§ **EXERCISE GOAL**
Copy, from the listing, every line in which the string "paths" is present.

§ **INPUT DATA**
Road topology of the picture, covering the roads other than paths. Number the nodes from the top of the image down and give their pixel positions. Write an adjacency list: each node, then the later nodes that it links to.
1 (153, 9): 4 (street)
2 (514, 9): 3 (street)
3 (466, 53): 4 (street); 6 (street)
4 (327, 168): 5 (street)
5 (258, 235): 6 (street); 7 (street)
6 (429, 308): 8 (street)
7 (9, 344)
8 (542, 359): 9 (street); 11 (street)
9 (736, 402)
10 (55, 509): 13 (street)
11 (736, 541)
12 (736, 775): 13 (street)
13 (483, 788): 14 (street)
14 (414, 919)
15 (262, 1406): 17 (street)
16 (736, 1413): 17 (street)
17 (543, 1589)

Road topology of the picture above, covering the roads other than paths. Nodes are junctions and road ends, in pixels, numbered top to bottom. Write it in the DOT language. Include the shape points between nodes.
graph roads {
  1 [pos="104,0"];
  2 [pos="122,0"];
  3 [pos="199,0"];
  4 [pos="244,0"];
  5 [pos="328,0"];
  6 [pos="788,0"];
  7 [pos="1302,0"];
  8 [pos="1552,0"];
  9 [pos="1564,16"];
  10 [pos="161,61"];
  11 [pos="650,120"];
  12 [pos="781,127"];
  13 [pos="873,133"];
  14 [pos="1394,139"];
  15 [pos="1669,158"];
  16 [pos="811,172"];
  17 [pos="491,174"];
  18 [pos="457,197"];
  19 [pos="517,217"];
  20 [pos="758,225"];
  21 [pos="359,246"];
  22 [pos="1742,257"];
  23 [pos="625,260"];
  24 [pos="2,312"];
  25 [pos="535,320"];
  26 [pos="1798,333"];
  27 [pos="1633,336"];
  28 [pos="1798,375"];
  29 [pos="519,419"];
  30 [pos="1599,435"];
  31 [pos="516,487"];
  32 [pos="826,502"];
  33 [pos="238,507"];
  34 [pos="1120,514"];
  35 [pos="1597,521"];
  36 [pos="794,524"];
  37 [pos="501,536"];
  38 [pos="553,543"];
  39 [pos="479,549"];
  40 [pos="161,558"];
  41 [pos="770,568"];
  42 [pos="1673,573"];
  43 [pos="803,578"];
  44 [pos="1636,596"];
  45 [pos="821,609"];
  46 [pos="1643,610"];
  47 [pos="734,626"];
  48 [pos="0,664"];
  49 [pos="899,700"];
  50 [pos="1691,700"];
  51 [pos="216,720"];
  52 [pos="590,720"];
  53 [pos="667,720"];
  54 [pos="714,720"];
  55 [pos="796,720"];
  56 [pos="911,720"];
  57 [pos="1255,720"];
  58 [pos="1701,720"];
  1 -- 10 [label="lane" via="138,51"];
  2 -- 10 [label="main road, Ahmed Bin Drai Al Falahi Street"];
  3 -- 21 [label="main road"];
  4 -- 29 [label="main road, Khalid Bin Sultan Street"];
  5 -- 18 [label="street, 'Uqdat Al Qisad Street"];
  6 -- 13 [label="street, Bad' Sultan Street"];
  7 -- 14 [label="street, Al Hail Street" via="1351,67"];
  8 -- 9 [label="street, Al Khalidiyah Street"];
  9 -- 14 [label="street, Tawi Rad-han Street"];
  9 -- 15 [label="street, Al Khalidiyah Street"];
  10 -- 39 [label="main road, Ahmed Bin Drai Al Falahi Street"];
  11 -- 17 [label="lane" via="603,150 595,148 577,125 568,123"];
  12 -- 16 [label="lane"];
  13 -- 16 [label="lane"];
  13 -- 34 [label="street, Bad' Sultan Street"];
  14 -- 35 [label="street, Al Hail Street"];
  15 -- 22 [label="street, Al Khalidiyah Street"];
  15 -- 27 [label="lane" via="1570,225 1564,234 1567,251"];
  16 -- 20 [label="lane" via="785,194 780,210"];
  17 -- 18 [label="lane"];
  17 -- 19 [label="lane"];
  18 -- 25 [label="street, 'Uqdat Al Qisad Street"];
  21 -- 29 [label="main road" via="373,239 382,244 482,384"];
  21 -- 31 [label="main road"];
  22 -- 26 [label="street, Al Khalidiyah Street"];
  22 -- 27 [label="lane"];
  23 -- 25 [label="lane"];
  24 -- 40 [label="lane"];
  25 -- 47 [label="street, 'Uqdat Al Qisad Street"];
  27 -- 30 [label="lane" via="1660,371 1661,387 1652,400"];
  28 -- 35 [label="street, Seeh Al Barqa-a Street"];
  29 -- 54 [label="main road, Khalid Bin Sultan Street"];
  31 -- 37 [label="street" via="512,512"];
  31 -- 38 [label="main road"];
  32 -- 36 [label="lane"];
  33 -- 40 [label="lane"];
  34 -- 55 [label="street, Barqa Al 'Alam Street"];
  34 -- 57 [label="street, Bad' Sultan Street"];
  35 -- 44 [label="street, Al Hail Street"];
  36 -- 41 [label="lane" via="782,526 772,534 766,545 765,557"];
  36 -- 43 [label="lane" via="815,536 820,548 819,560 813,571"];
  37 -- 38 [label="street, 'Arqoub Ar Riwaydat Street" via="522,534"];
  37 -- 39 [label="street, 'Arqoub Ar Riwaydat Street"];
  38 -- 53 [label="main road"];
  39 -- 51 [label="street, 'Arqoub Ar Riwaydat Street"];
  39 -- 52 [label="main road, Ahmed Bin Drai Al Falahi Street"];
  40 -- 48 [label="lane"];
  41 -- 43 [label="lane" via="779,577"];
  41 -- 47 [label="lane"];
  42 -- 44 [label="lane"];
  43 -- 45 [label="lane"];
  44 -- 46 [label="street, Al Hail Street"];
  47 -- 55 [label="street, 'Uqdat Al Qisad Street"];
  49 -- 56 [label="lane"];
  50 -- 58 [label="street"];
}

§ **RESULT FOR THIS TASK**
Road topology of the picture, covering the roads other than paths. Number the nodes from the top of the image down and give their pixel positions. Write an adjacency list: each node, then the later nodes that it links to.
Road topology of the picture above, covering the roads other than paths. Nodes are junctions and road ends, in pixels, numbered top to bottom. Write it in the DOT language. Include the shape points between nodes.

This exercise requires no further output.